## Input material
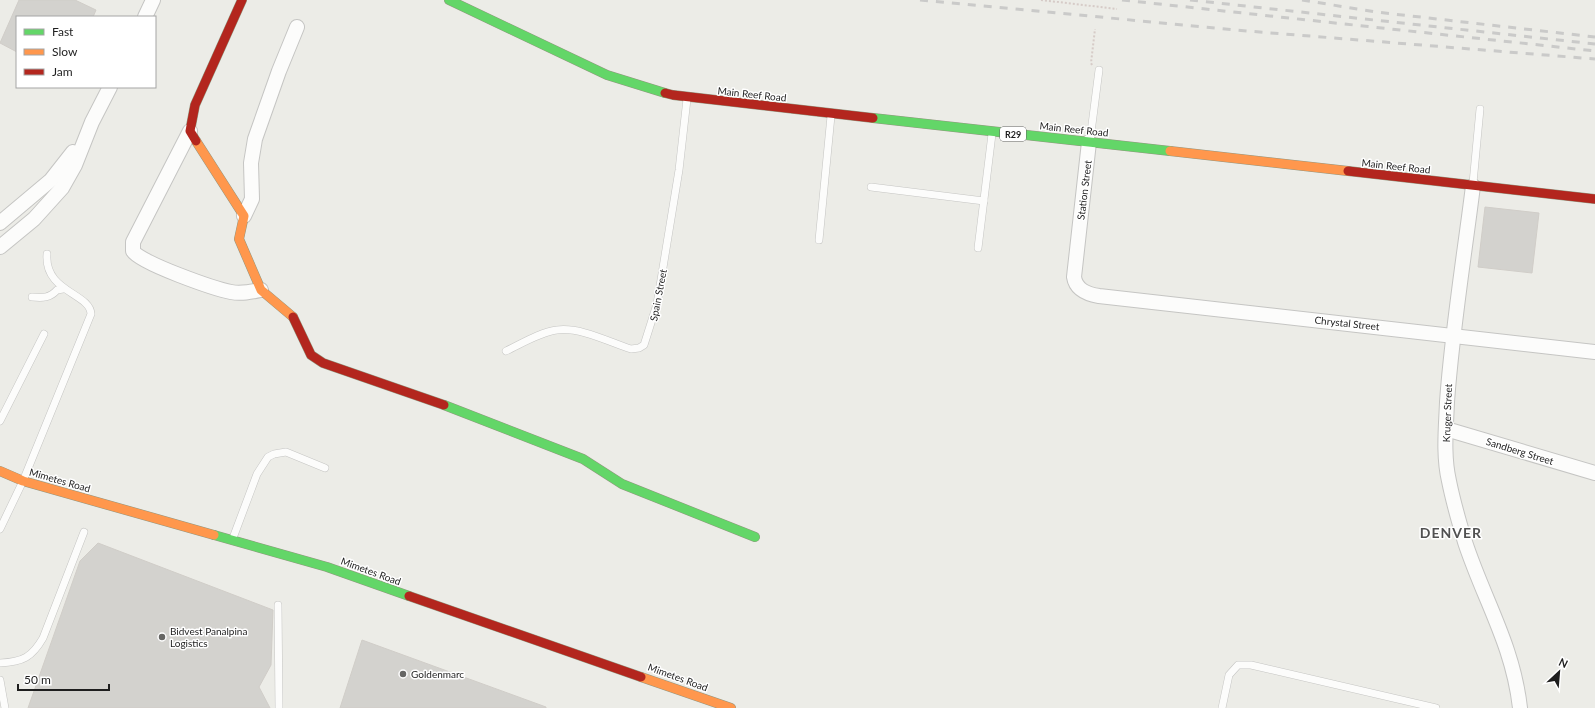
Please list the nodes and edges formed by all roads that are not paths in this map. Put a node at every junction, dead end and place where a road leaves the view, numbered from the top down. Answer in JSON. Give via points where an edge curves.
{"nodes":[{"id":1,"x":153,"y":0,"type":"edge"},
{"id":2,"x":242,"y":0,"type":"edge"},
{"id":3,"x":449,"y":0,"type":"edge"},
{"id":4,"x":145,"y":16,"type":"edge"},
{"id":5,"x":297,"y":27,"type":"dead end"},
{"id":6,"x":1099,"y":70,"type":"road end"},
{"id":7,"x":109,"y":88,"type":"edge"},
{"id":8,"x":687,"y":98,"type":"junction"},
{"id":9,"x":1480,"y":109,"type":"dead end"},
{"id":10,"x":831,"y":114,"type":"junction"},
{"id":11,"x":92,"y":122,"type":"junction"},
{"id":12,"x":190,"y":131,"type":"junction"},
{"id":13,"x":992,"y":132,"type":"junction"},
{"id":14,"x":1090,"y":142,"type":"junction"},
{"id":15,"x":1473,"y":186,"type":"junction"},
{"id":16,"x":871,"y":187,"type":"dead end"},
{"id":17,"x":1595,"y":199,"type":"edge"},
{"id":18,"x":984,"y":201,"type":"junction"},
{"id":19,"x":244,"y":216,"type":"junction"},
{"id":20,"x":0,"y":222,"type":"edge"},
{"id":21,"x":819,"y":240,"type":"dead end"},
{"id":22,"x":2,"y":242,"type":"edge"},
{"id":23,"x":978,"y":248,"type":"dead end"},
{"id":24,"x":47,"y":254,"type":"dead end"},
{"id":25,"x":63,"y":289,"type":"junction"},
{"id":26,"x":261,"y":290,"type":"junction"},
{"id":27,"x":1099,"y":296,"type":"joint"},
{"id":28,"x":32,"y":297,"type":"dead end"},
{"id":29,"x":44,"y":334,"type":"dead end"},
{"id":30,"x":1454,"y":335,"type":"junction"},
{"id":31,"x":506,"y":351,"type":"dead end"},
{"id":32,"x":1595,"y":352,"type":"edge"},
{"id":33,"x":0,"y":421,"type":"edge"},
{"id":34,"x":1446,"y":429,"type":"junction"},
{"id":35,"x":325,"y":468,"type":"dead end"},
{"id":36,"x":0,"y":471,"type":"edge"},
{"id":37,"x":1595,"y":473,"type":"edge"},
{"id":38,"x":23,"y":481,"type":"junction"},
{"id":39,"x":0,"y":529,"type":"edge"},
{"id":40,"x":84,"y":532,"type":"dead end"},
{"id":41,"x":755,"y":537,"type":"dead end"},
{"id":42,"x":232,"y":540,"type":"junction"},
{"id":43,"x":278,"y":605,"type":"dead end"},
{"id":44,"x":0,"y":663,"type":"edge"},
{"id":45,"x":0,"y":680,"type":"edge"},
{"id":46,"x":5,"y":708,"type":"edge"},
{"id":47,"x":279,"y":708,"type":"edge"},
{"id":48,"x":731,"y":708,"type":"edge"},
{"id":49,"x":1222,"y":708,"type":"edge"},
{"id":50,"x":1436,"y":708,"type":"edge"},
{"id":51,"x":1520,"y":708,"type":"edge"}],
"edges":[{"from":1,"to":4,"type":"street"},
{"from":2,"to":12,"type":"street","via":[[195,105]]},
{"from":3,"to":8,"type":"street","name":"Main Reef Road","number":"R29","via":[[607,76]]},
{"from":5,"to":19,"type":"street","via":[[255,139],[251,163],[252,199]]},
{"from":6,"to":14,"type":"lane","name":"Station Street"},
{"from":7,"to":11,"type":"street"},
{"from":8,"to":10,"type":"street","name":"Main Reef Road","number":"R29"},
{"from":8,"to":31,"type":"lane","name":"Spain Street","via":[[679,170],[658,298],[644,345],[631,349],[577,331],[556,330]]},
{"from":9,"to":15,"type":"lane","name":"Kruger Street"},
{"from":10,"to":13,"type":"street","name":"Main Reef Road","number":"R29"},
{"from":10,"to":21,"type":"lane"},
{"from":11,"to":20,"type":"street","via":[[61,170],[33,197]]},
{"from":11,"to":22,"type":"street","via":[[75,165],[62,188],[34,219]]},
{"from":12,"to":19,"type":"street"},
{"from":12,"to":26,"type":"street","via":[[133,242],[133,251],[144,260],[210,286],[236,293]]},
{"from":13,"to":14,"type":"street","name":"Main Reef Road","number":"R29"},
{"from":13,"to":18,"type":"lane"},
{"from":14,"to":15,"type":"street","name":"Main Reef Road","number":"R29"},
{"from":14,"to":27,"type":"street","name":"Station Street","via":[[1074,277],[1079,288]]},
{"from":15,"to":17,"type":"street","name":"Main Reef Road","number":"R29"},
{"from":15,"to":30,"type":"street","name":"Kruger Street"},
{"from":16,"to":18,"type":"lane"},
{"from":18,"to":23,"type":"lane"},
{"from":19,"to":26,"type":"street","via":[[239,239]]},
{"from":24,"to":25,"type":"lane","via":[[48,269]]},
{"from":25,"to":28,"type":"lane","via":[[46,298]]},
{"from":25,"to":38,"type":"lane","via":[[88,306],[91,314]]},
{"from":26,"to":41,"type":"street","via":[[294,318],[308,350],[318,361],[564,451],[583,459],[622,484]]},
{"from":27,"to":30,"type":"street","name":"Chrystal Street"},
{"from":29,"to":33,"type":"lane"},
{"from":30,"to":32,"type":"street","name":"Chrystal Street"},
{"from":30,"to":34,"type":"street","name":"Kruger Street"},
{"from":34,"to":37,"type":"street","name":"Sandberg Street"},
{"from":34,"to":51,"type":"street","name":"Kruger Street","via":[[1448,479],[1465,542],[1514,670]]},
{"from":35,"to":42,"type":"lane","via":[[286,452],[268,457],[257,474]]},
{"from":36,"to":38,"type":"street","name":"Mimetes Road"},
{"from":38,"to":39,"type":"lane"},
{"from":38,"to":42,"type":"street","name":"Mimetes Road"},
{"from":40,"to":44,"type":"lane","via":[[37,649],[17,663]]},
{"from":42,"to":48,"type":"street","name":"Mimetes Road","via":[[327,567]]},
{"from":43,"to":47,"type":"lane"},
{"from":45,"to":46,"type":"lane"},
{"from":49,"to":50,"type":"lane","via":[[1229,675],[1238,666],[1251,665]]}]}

## Task objective
All the records need to be printed again exactly as written, though without their pictures.

## Reply
Please list the nodes and edges formed by all roads that are not paths in this map. Put a node at every junction, dead end and place where a road leaves the view, numbered from the top down. Answer in JSON. Give via points where an edge curves.
{"nodes":[{"id":1,"x":153,"y":0,"type":"edge"},
{"id":2,"x":242,"y":0,"type":"edge"},
{"id":3,"x":449,"y":0,"type":"edge"},
{"id":4,"x":145,"y":16,"type":"edge"},
{"id":5,"x":297,"y":27,"type":"dead end"},
{"id":6,"x":1099,"y":70,"type":"road end"},
{"id":7,"x":109,"y":88,"type":"edge"},
{"id":8,"x":687,"y":98,"type":"junction"},
{"id":9,"x":1480,"y":109,"type":"dead end"},
{"id":10,"x":831,"y":114,"type":"junction"},
{"id":11,"x":92,"y":122,"type":"junction"},
{"id":12,"x":190,"y":131,"type":"junction"},
{"id":13,"x":992,"y":132,"type":"junction"},
{"id":14,"x":1090,"y":142,"type":"junction"},
{"id":15,"x":1473,"y":186,"type":"junction"},
{"id":16,"x":871,"y":187,"type":"dead end"},
{"id":17,"x":1595,"y":199,"type":"edge"},
{"id":18,"x":984,"y":201,"type":"junction"},
{"id":19,"x":244,"y":216,"type":"junction"},
{"id":20,"x":0,"y":222,"type":"edge"},
{"id":21,"x":819,"y":240,"type":"dead end"},
{"id":22,"x":2,"y":242,"type":"edge"},
{"id":23,"x":978,"y":248,"type":"dead end"},
{"id":24,"x":47,"y":254,"type":"dead end"},
{"id":25,"x":63,"y":289,"type":"junction"},
{"id":26,"x":261,"y":290,"type":"junction"},
{"id":27,"x":1099,"y":296,"type":"joint"},
{"id":28,"x":32,"y":297,"type":"dead end"},
{"id":29,"x":44,"y":334,"type":"dead end"},
{"id":30,"x":1454,"y":335,"type":"junction"},
{"id":31,"x":506,"y":351,"type":"dead end"},
{"id":32,"x":1595,"y":352,"type":"edge"},
{"id":33,"x":0,"y":421,"type":"edge"},
{"id":34,"x":1446,"y":429,"type":"junction"},
{"id":35,"x":325,"y":468,"type":"dead end"},
{"id":36,"x":0,"y":471,"type":"edge"},
{"id":37,"x":1595,"y":473,"type":"edge"},
{"id":38,"x":23,"y":481,"type":"junction"},
{"id":39,"x":0,"y":529,"type":"edge"},
{"id":40,"x":84,"y":532,"type":"dead end"},
{"id":41,"x":755,"y":537,"type":"dead end"},
{"id":42,"x":232,"y":540,"type":"junction"},
{"id":43,"x":278,"y":605,"type":"dead end"},
{"id":44,"x":0,"y":663,"type":"edge"},
{"id":45,"x":0,"y":680,"type":"edge"},
{"id":46,"x":5,"y":708,"type":"edge"},
{"id":47,"x":279,"y":708,"type":"edge"},
{"id":48,"x":731,"y":708,"type":"edge"},
{"id":49,"x":1222,"y":708,"type":"edge"},
{"id":50,"x":1436,"y":708,"type":"edge"},
{"id":51,"x":1520,"y":708,"type":"edge"}],
"edges":[{"from":1,"to":4,"type":"street"},
{"from":2,"to":12,"type":"street","via":[[195,105]]},
{"from":3,"to":8,"type":"street","name":"Main Reef Road","number":"R29","via":[[607,76]]},
{"from":5,"to":19,"type":"street","via":[[255,139],[251,163],[252,199]]},
{"from":6,"to":14,"type":"lane","name":"Station Street"},
{"from":7,"to":11,"type":"street"},
{"from":8,"to":10,"type":"street","name":"Main Reef Road","number":"R29"},
{"from":8,"to":31,"type":"lane","name":"Spain Street","via":[[679,170],[658,298],[644,345],[631,349],[577,331],[556,330]]},
{"from":9,"to":15,"type":"lane","name":"Kruger Street"},
{"from":10,"to":13,"type":"street","name":"Main Reef Road","number":"R29"},
{"from":10,"to":21,"type":"lane"},
{"from":11,"to":20,"type":"street","via":[[61,170],[33,197]]},
{"from":11,"to":22,"type":"street","via":[[75,165],[62,188],[34,219]]},
{"from":12,"to":19,"type":"street"},
{"from":12,"to":26,"type":"street","via":[[133,242],[133,251],[144,260],[210,286],[236,293]]},
{"from":13,"to":14,"type":"street","name":"Main Reef Road","number":"R29"},
{"from":13,"to":18,"type":"lane"},
{"from":14,"to":15,"type":"street","name":"Main Reef Road","number":"R29"},
{"from":14,"to":27,"type":"street","name":"Station Street","via":[[1074,277],[1079,288]]},
{"from":15,"to":17,"type":"street","name":"Main Reef Road","number":"R29"},
{"from":15,"to":30,"type":"street","name":"Kruger Street"},
{"from":16,"to":18,"type":"lane"},
{"from":18,"to":23,"type":"lane"},
{"from":19,"to":26,"type":"street","via":[[239,239]]},
{"from":24,"to":25,"type":"lane","via":[[48,269]]},
{"from":25,"to":28,"type":"lane","via":[[46,298]]},
{"from":25,"to":38,"type":"lane","via":[[88,306],[91,314]]},
{"from":26,"to":41,"type":"street","via":[[294,318],[308,350],[318,361],[564,451],[583,459],[622,484]]},
{"from":27,"to":30,"type":"street","name":"Chrystal Street"},
{"from":29,"to":33,"type":"lane"},
{"from":30,"to":32,"type":"street","name":"Chrystal Street"},
{"from":30,"to":34,"type":"street","name":"Kruger Street"},
{"from":34,"to":37,"type":"street","name":"Sandberg Street"},
{"from":34,"to":51,"type":"street","name":"Kruger Street","via":[[1448,479],[1465,542],[1514,670]]},
{"from":35,"to":42,"type":"lane","via":[[286,452],[268,457],[257,474]]},
{"from":36,"to":38,"type":"street","name":"Mimetes Road"},
{"from":38,"to":39,"type":"lane"},
{"from":38,"to":42,"type":"street","name":"Mimetes Road"},
{"from":40,"to":44,"type":"lane","via":[[37,649],[17,663]]},
{"from":42,"to":48,"type":"street","name":"Mimetes Road","via":[[327,567]]},
{"from":43,"to":47,"type":"lane"},
{"from":45,"to":46,"type":"lane"},
{"from":49,"to":50,"type":"lane","via":[[1229,675],[1238,666],[1251,665]]}]}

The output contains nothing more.